Moi qui prends mon pied à l'écoute des dialogues désuets et chatoyants des films de Bruno Podalydès... Cyrano de Bergerac s'est révélé un bonheur de tous les instants. D'autant plus que mes profs de collège n'ont jamais daigné m'en imposer la lecture : j'ai vibré au rythme des tirades avec l'intensité de la première fois.

Il y a donc cette foi ultime en la langue française, sa richesse, sa musicalité ; je lis que le travail d'adaptation a demandé de couper et de remanier une partie conséquente de la pièce d'origine, mais je n'y ai vu que du feu. Rimes et consonances, alexandrins et phrasés, tout chante la gloire d'un art aujourd'hui moqué. C'est à la fois grandiose et profane, révérencieux et taquin, subtil et outré. J'adore.

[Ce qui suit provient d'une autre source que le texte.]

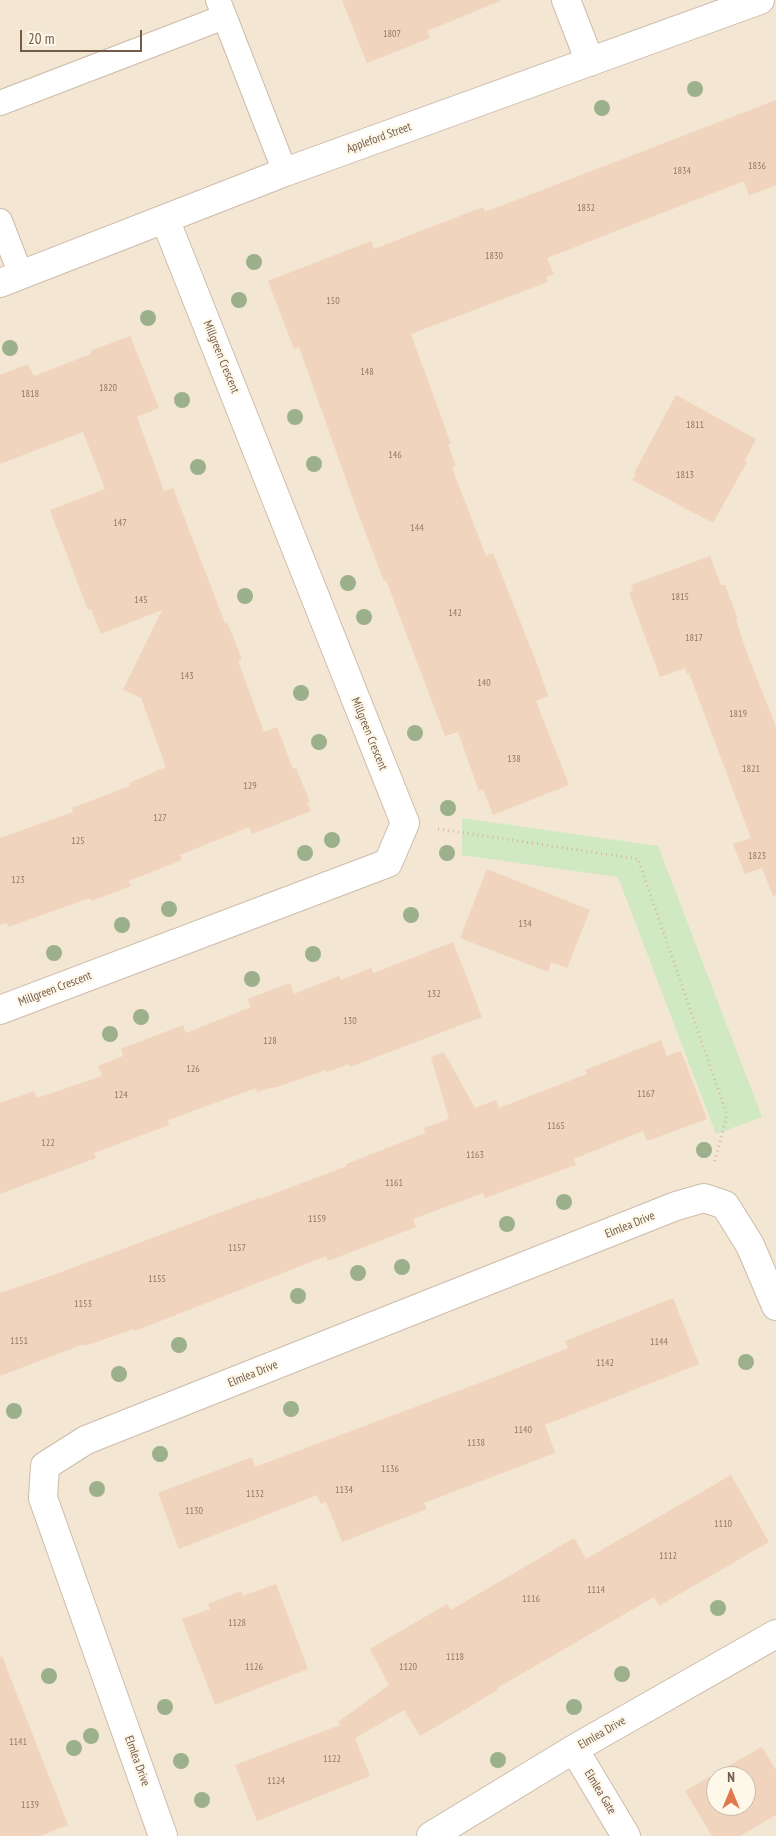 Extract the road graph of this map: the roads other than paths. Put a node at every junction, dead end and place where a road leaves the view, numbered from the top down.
1 (566, 0) edge
2 (760, 0) edge
3 (221, 8) edge
4 (590, 62) junction
5 (0, 103) edge
6 (285, 172) junction
7 (166, 219) junction
8 (0, 221) edge
9 (10, 279) edge
10 (0, 1010) edge
11 (776, 1306) edge
12 (776, 1634) edge
13 (574, 1749) junction
14 (163, 1836) edge
15 (431, 1836) edge
16 (626, 1836) edge

1 - 4 street
2 - 4 street, Appleford Street
3 - 5 lane
3 - 6 lane
4 - 6 street, Appleford Street
6 - 7 street, Appleford Street
7 - 9 street, Appleford Street
7 - 10 street, Millgreen Crescent
8 - 9 lane
11 - 14 street, Elmlea Drive
12 - 13 street, Elmlea Drive
13 - 15 street, Elmlea Drive
13 - 16 street, Elmlea Gate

Il y a aussi Cyrano, tour à tour transi d'émoi et joueur de l'esprit. Depardieu ne fait qu'un avec son personnage, et en déclame les répliques avec toute la verve appropriée. Une figure défiante, audacieuse, indépendante, dont l'unique erreur est de ne pas s'accorder la même confiance qu'il place en ses proches. Un héros, garant imperturbable et déraisonnable de valeurs culturelles et sociétales, face aux sycophantes, aux ignorants, aux moqueurs. Le panache, inégalé.

Et puis il y a ces décors, qui me rappellent à la fois une France profonde, d'escapades et de vacances désormais intemporelles, et puis aussi le patelin paumé de Seine-et-Marne où je vivais étant gamin. Et pour cause : certaines scènes ont été tournées à deux pas de chez moi (et à trois ans de ma naissance). Des forêts assombries dont les herbes ont lancé l'assaut sur les lavoirs et autres roches voisines ; il n'en faut pas plus pour me transporter une quinzaine d'années en arrière.

Cyrano de Bergerac, c'est le paradoxe d'une superproduction française qui me touche en plein cœur. Superbe.